[Extracted data]
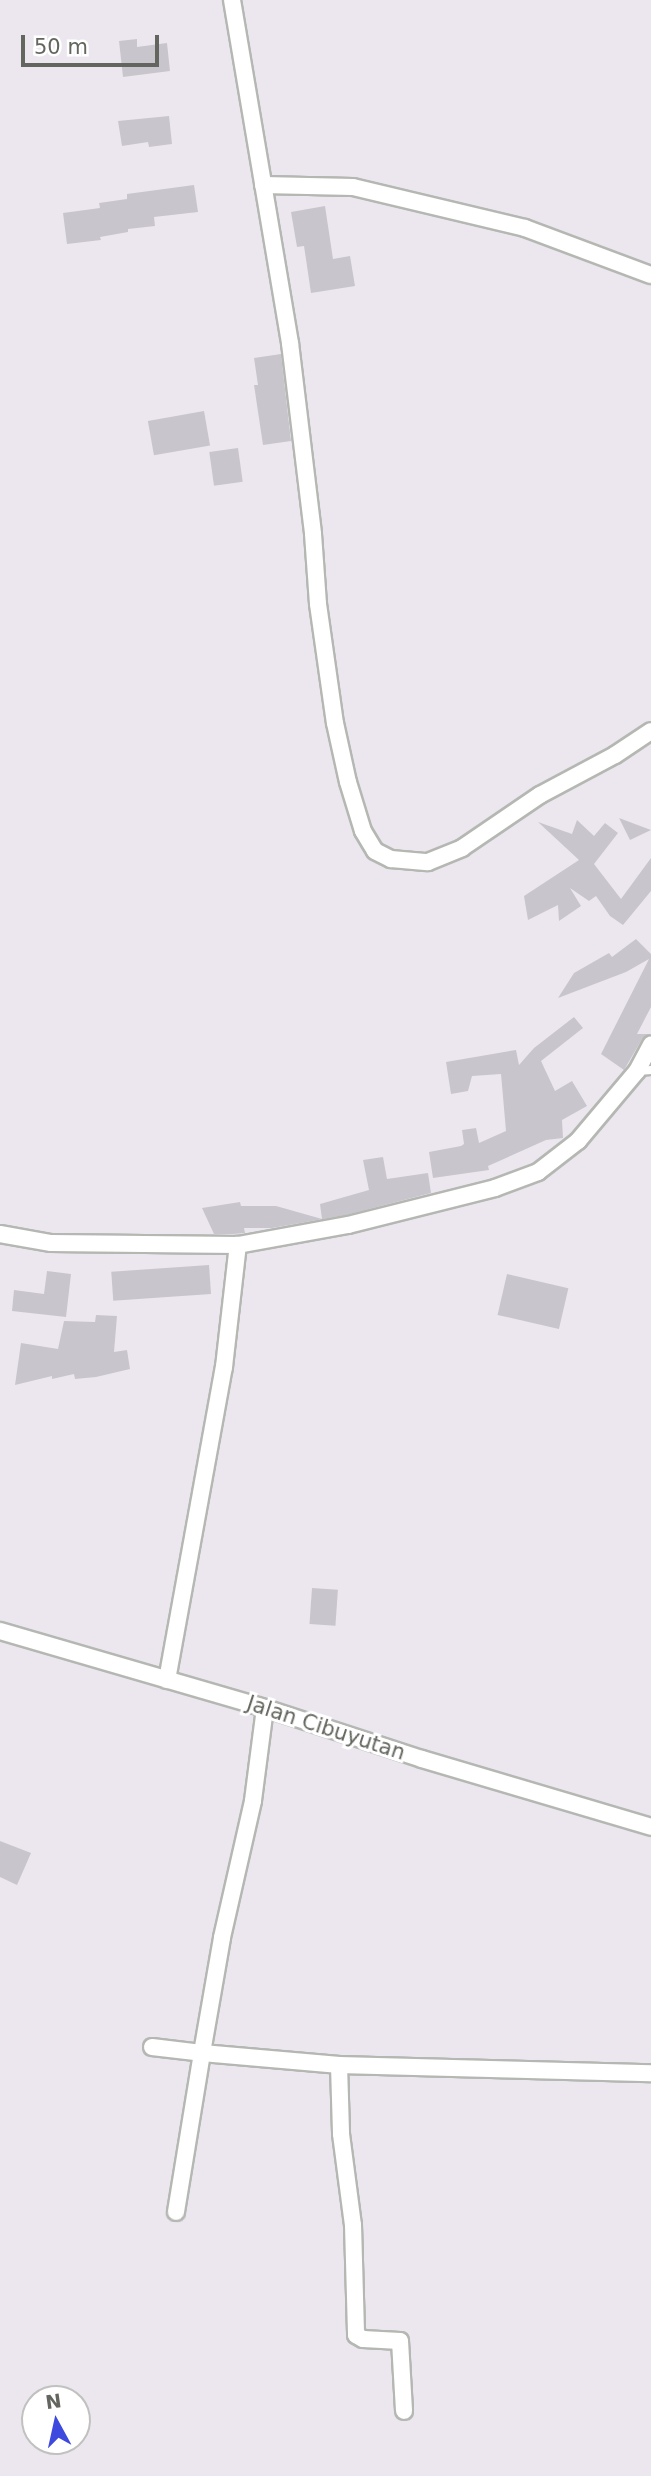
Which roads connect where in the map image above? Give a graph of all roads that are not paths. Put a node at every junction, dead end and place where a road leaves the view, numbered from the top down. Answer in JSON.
{"nodes":[{"id":1,"x":232,"y":0,"type":"edge"},
{"id":2,"x":263,"y":185,"type":"junction"},
{"id":3,"x":651,"y":275,"type":"edge"},
{"id":4,"x":651,"y":730,"type":"edge"},
{"id":5,"x":651,"y":1045,"type":"edge"},
{"id":6,"x":644,"y":1071,"type":"edge"},
{"id":7,"x":0,"y":1234,"type":"edge"},
{"id":8,"x":238,"y":1245,"type":"junction"},
{"id":9,"x":0,"y":1631,"type":"edge"},
{"id":10,"x":167,"y":1679,"type":"junction"},
{"id":11,"x":265,"y":1708,"type":"junction"},
{"id":12,"x":651,"y":1827,"type":"edge"},
{"id":13,"x":152,"y":2047,"type":"dead end"},
{"id":14,"x":202,"y":2053,"type":"junction"},
{"id":15,"x":339,"y":2065,"type":"junction"},
{"id":16,"x":651,"y":2073,"type":"edge"},
{"id":17,"x":176,"y":2212,"type":"dead end"},
{"id":18,"x":404,"y":2411,"type":"dead end"}],
"edges":[{"from":1,"to":2,"type":"street"},
{"from":2,"to":3,"type":"street"},
{"from":2,"to":4,"type":"street"},
{"from":5,"to":6,"type":"street"},
{"from":6,"to":8,"type":"street"},
{"from":7,"to":8,"type":"street"},
{"from":8,"to":10,"type":"street"},
{"from":9,"to":10,"type":"street","name":"Jalan Cibuyutan"},
{"from":10,"to":11,"type":"street","name":"Jalan Cibuyutan"},
{"from":11,"to":12,"type":"street","name":"Jalan Cibuyutan"},
{"from":11,"to":14,"type":"street"},
{"from":13,"to":14,"type":"street"},
{"from":14,"to":15,"type":"street"},
{"from":14,"to":17,"type":"street"},
{"from":15,"to":16,"type":"street"},
{"from":15,"to":18,"type":"street"}]}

[Task goal]
Transcribe each line above verbatim, with the pictures left out.

[Answer section]
Which roads connect where in the map image above? Give a graph of all roads that are not paths. Put a node at every junction, dead end and place where a road leaves the view, numbered from the top down. Answer in JSON.
{"nodes":[{"id":1,"x":232,"y":0,"type":"edge"},
{"id":2,"x":263,"y":185,"type":"junction"},
{"id":3,"x":651,"y":275,"type":"edge"},
{"id":4,"x":651,"y":730,"type":"edge"},
{"id":5,"x":651,"y":1045,"type":"edge"},
{"id":6,"x":644,"y":1071,"type":"edge"},
{"id":7,"x":0,"y":1234,"type":"edge"},
{"id":8,"x":238,"y":1245,"type":"junction"},
{"id":9,"x":0,"y":1631,"type":"edge"},
{"id":10,"x":167,"y":1679,"type":"junction"},
{"id":11,"x":265,"y":1708,"type":"junction"},
{"id":12,"x":651,"y":1827,"type":"edge"},
{"id":13,"x":152,"y":2047,"type":"dead end"},
{"id":14,"x":202,"y":2053,"type":"junction"},
{"id":15,"x":339,"y":2065,"type":"junction"},
{"id":16,"x":651,"y":2073,"type":"edge"},
{"id":17,"x":176,"y":2212,"type":"dead end"},
{"id":18,"x":404,"y":2411,"type":"dead end"}],
"edges":[{"from":1,"to":2,"type":"street"},
{"from":2,"to":3,"type":"street"},
{"from":2,"to":4,"type":"street"},
{"from":5,"to":6,"type":"street"},
{"from":6,"to":8,"type":"street"},
{"from":7,"to":8,"type":"street"},
{"from":8,"to":10,"type":"street"},
{"from":9,"to":10,"type":"street","name":"Jalan Cibuyutan"},
{"from":10,"to":11,"type":"street","name":"Jalan Cibuyutan"},
{"from":11,"to":12,"type":"street","name":"Jalan Cibuyutan"},
{"from":11,"to":14,"type":"street"},
{"from":13,"to":14,"type":"street"},
{"from":14,"to":15,"type":"street"},
{"from":14,"to":17,"type":"street"},
{"from":15,"to":16,"type":"street"},
{"from":15,"to":18,"type":"street"}]}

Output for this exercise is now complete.